◆ What you should do:
The reply should hold every line of the listing exactly, and none of its images.
── Given data ──
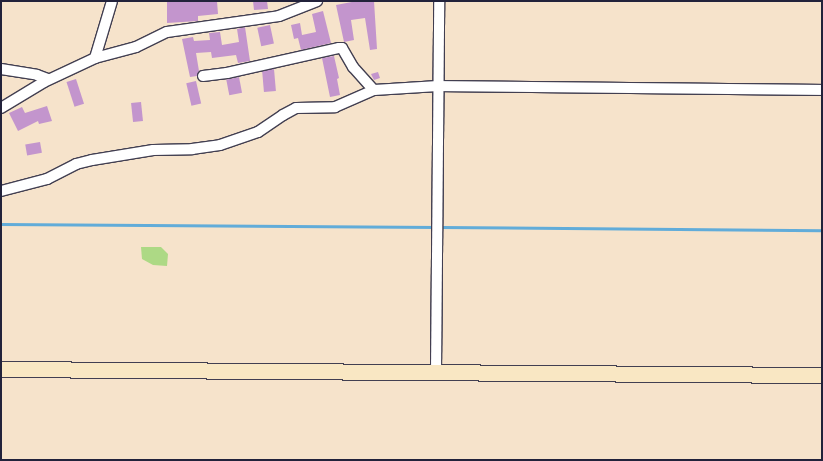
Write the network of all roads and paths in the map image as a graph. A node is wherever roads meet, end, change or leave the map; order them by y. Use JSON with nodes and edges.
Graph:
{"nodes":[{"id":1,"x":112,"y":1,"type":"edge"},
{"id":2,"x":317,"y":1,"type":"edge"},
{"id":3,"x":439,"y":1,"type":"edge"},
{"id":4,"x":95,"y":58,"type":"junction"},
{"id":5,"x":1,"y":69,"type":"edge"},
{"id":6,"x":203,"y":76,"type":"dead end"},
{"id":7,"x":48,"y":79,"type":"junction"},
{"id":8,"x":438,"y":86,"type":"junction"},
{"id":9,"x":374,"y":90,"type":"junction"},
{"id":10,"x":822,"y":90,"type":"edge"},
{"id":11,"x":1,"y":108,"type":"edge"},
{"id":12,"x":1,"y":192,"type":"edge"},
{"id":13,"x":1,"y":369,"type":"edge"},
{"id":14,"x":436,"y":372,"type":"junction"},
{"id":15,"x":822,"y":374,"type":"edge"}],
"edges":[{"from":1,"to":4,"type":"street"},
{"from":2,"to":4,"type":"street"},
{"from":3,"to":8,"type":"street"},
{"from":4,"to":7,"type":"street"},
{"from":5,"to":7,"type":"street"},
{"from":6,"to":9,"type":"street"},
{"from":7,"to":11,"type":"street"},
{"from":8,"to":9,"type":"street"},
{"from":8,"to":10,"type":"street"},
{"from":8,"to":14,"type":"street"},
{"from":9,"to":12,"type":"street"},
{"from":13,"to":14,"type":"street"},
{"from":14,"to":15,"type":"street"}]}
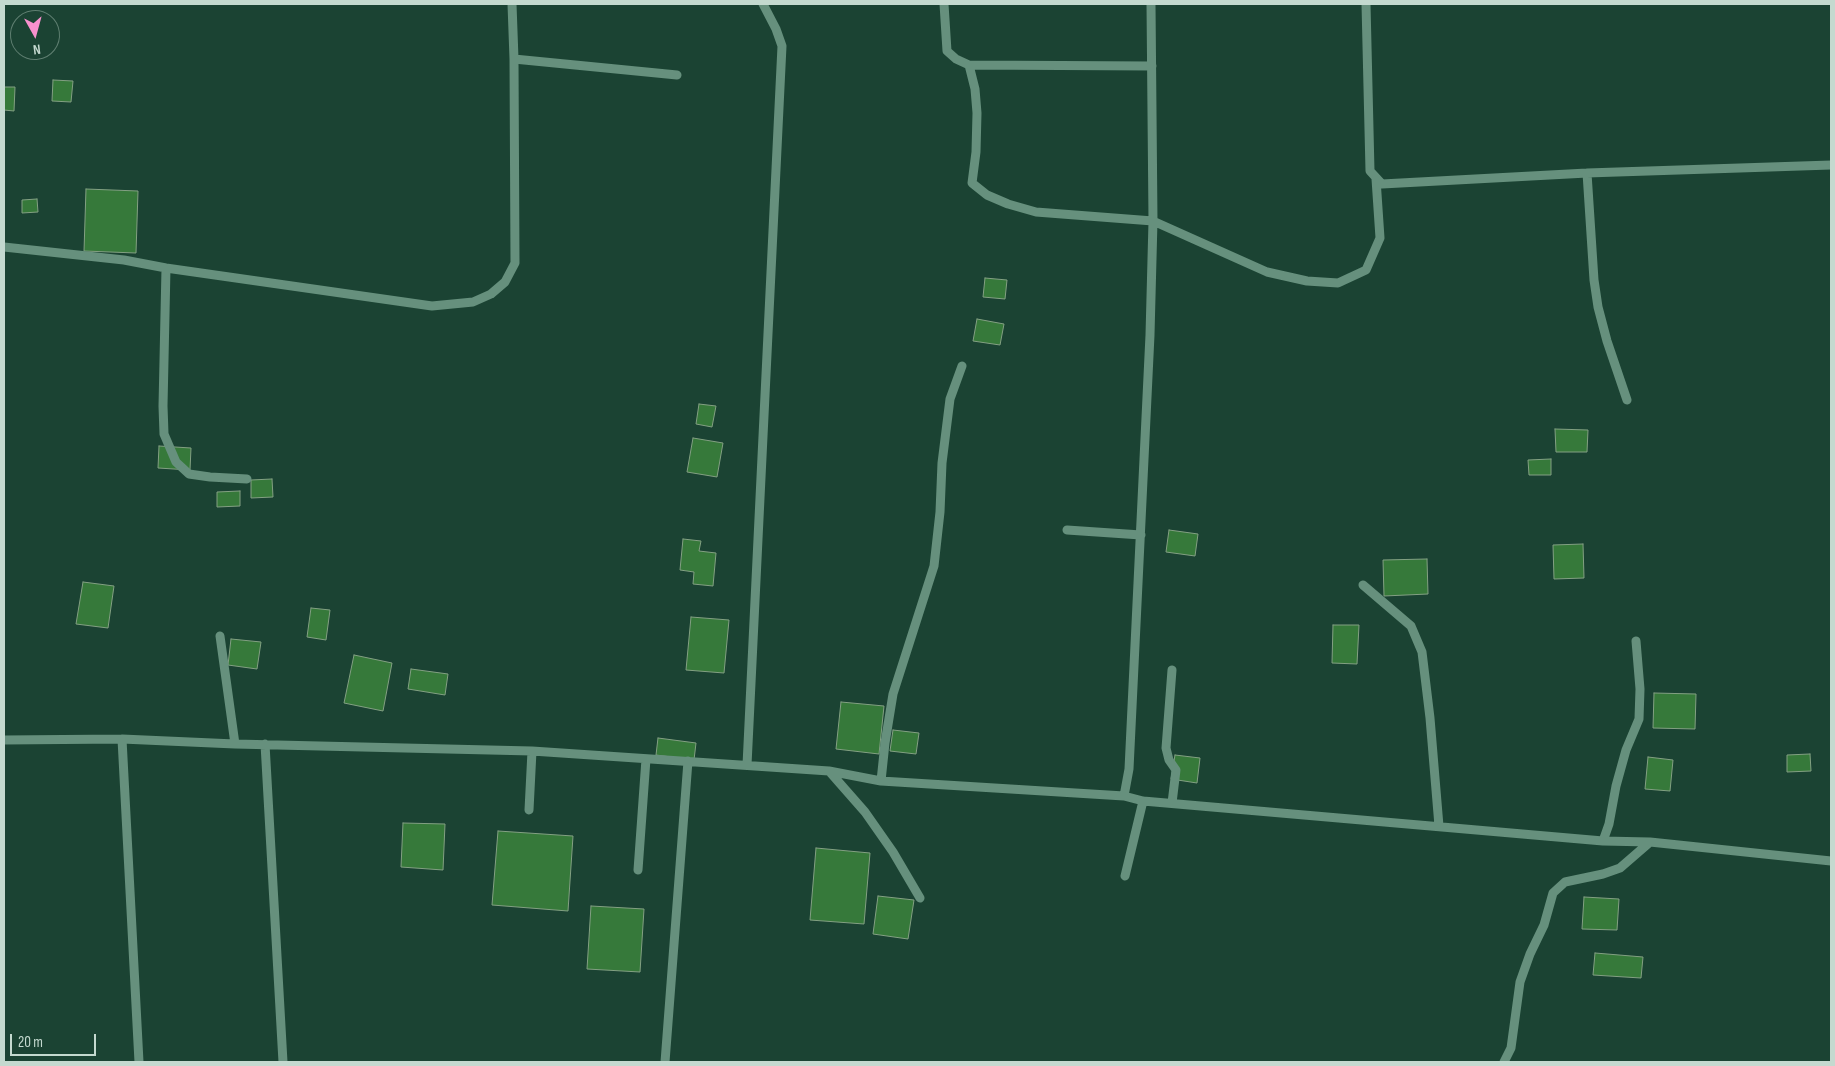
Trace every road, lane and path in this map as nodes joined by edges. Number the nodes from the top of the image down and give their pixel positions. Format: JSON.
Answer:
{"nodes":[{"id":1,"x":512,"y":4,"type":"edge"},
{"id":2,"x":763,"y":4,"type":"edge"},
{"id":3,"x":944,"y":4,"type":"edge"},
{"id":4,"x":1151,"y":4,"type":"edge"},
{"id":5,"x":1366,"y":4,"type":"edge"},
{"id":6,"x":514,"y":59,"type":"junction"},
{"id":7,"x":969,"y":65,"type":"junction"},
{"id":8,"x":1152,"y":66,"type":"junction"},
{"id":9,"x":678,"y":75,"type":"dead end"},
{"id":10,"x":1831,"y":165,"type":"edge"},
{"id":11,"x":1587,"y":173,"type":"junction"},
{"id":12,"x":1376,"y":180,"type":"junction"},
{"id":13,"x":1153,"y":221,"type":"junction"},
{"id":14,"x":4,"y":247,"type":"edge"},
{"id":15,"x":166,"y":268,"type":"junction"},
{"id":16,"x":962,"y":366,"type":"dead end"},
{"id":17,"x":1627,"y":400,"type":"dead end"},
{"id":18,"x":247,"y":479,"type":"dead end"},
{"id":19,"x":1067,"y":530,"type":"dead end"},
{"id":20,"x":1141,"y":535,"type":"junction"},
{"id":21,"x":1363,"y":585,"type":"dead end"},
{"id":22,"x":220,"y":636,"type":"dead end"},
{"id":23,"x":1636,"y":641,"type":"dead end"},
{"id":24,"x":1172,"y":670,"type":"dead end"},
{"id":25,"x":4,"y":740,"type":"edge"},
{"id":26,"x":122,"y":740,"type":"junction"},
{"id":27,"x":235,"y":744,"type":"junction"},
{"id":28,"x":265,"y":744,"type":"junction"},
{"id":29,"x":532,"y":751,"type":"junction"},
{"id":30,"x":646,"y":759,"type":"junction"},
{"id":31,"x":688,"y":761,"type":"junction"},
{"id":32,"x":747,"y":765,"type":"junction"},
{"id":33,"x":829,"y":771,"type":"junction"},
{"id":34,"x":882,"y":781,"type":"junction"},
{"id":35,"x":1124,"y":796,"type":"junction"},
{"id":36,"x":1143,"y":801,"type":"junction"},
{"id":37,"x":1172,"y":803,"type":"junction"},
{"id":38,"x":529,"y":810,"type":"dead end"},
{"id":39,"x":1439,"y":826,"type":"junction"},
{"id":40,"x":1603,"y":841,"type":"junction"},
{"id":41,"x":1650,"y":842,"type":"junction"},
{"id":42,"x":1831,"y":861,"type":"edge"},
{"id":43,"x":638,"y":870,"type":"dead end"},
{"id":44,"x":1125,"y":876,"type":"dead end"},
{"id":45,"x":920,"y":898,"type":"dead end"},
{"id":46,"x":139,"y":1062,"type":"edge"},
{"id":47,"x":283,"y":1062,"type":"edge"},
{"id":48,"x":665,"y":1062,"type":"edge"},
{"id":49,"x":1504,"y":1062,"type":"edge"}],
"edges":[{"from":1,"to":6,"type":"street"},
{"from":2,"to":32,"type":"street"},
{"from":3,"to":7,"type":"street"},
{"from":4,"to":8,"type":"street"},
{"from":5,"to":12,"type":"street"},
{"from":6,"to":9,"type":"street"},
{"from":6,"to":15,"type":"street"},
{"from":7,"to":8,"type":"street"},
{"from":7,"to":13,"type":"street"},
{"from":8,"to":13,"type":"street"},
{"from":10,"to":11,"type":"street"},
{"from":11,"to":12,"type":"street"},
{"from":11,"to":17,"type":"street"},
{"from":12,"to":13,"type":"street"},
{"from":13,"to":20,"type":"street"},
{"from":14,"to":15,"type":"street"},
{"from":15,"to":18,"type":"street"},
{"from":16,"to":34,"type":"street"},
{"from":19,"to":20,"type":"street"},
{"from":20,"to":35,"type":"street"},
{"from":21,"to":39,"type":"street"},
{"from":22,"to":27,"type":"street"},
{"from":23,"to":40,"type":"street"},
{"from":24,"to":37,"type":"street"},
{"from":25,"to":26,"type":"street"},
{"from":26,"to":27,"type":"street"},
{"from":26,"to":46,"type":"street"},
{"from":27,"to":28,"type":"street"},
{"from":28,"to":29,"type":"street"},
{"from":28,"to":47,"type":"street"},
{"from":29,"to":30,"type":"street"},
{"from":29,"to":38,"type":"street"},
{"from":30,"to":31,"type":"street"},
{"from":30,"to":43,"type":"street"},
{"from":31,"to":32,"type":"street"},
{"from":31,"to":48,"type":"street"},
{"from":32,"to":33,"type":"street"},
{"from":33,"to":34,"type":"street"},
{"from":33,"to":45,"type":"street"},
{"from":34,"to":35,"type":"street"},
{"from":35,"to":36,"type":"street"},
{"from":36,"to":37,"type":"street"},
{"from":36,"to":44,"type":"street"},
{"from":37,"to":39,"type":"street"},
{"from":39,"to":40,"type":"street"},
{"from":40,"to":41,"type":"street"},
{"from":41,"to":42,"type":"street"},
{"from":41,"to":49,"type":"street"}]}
───
◆ Written solution:
Write the network of all roads and paths in the map image as a graph. A node is wherever roads meet, end, change or leave the map; order them by y. Use JSON with nodes and edges.
Graph:
{"nodes":[{"id":1,"x":112,"y":1,"type":"edge"},
{"id":2,"x":317,"y":1,"type":"edge"},
{"id":3,"x":439,"y":1,"type":"edge"},
{"id":4,"x":95,"y":58,"type":"junction"},
{"id":5,"x":1,"y":69,"type":"edge"},
{"id":6,"x":203,"y":76,"type":"dead end"},
{"id":7,"x":48,"y":79,"type":"junction"},
{"id":8,"x":438,"y":86,"type":"junction"},
{"id":9,"x":374,"y":90,"type":"junction"},
{"id":10,"x":822,"y":90,"type":"edge"},
{"id":11,"x":1,"y":108,"type":"edge"},
{"id":12,"x":1,"y":192,"type":"edge"},
{"id":13,"x":1,"y":369,"type":"edge"},
{"id":14,"x":436,"y":372,"type":"junction"},
{"id":15,"x":822,"y":374,"type":"edge"}],
"edges":[{"from":1,"to":4,"type":"street"},
{"from":2,"to":4,"type":"street"},
{"from":3,"to":8,"type":"street"},
{"from":4,"to":7,"type":"street"},
{"from":5,"to":7,"type":"street"},
{"from":6,"to":9,"type":"street"},
{"from":7,"to":11,"type":"street"},
{"from":8,"to":9,"type":"street"},
{"from":8,"to":10,"type":"street"},
{"from":8,"to":14,"type":"street"},
{"from":9,"to":12,"type":"street"},
{"from":13,"to":14,"type":"street"},
{"from":14,"to":15,"type":"street"}]}
Trace every road, lane and path in this map as nodes joined by edges. Number the nodes from the top of the image down and give their pixel positions. Format: JSON.
Answer:
{"nodes":[{"id":1,"x":512,"y":4,"type":"edge"},
{"id":2,"x":763,"y":4,"type":"edge"},
{"id":3,"x":944,"y":4,"type":"edge"},
{"id":4,"x":1151,"y":4,"type":"edge"},
{"id":5,"x":1366,"y":4,"type":"edge"},
{"id":6,"x":514,"y":59,"type":"junction"},
{"id":7,"x":969,"y":65,"type":"junction"},
{"id":8,"x":1152,"y":66,"type":"junction"},
{"id":9,"x":678,"y":75,"type":"dead end"},
{"id":10,"x":1831,"y":165,"type":"edge"},
{"id":11,"x":1587,"y":173,"type":"junction"},
{"id":12,"x":1376,"y":180,"type":"junction"},
{"id":13,"x":1153,"y":221,"type":"junction"},
{"id":14,"x":4,"y":247,"type":"edge"},
{"id":15,"x":166,"y":268,"type":"junction"},
{"id":16,"x":962,"y":366,"type":"dead end"},
{"id":17,"x":1627,"y":400,"type":"dead end"},
{"id":18,"x":247,"y":479,"type":"dead end"},
{"id":19,"x":1067,"y":530,"type":"dead end"},
{"id":20,"x":1141,"y":535,"type":"junction"},
{"id":21,"x":1363,"y":585,"type":"dead end"},
{"id":22,"x":220,"y":636,"type":"dead end"},
{"id":23,"x":1636,"y":641,"type":"dead end"},
{"id":24,"x":1172,"y":670,"type":"dead end"},
{"id":25,"x":4,"y":740,"type":"edge"},
{"id":26,"x":122,"y":740,"type":"junction"},
{"id":27,"x":235,"y":744,"type":"junction"},
{"id":28,"x":265,"y":744,"type":"junction"},
{"id":29,"x":532,"y":751,"type":"junction"},
{"id":30,"x":646,"y":759,"type":"junction"},
{"id":31,"x":688,"y":761,"type":"junction"},
{"id":32,"x":747,"y":765,"type":"junction"},
{"id":33,"x":829,"y":771,"type":"junction"},
{"id":34,"x":882,"y":781,"type":"junction"},
{"id":35,"x":1124,"y":796,"type":"junction"},
{"id":36,"x":1143,"y":801,"type":"junction"},
{"id":37,"x":1172,"y":803,"type":"junction"},
{"id":38,"x":529,"y":810,"type":"dead end"},
{"id":39,"x":1439,"y":826,"type":"junction"},
{"id":40,"x":1603,"y":841,"type":"junction"},
{"id":41,"x":1650,"y":842,"type":"junction"},
{"id":42,"x":1831,"y":861,"type":"edge"},
{"id":43,"x":638,"y":870,"type":"dead end"},
{"id":44,"x":1125,"y":876,"type":"dead end"},
{"id":45,"x":920,"y":898,"type":"dead end"},
{"id":46,"x":139,"y":1062,"type":"edge"},
{"id":47,"x":283,"y":1062,"type":"edge"},
{"id":48,"x":665,"y":1062,"type":"edge"},
{"id":49,"x":1504,"y":1062,"type":"edge"}],
"edges":[{"from":1,"to":6,"type":"street"},
{"from":2,"to":32,"type":"street"},
{"from":3,"to":7,"type":"street"},
{"from":4,"to":8,"type":"street"},
{"from":5,"to":12,"type":"street"},
{"from":6,"to":9,"type":"street"},
{"from":6,"to":15,"type":"street"},
{"from":7,"to":8,"type":"street"},
{"from":7,"to":13,"type":"street"},
{"from":8,"to":13,"type":"street"},
{"from":10,"to":11,"type":"street"},
{"from":11,"to":12,"type":"street"},
{"from":11,"to":17,"type":"street"},
{"from":12,"to":13,"type":"street"},
{"from":13,"to":20,"type":"street"},
{"from":14,"to":15,"type":"street"},
{"from":15,"to":18,"type":"street"},
{"from":16,"to":34,"type":"street"},
{"from":19,"to":20,"type":"street"},
{"from":20,"to":35,"type":"street"},
{"from":21,"to":39,"type":"street"},
{"from":22,"to":27,"type":"street"},
{"from":23,"to":40,"type":"street"},
{"from":24,"to":37,"type":"street"},
{"from":25,"to":26,"type":"street"},
{"from":26,"to":27,"type":"street"},
{"from":26,"to":46,"type":"street"},
{"from":27,"to":28,"type":"street"},
{"from":28,"to":29,"type":"street"},
{"from":28,"to":47,"type":"street"},
{"from":29,"to":30,"type":"street"},
{"from":29,"to":38,"type":"street"},
{"from":30,"to":31,"type":"street"},
{"from":30,"to":43,"type":"street"},
{"from":31,"to":32,"type":"street"},
{"from":31,"to":48,"type":"street"},
{"from":32,"to":33,"type":"street"},
{"from":33,"to":34,"type":"street"},
{"from":33,"to":45,"type":"street"},
{"from":34,"to":35,"type":"street"},
{"from":35,"to":36,"type":"street"},
{"from":36,"to":37,"type":"street"},
{"from":36,"to":44,"type":"street"},
{"from":37,"to":39,"type":"street"},
{"from":39,"to":40,"type":"street"},
{"from":40,"to":41,"type":"street"},
{"from":41,"to":42,"type":"street"},
{"from":41,"to":49,"type":"street"}]}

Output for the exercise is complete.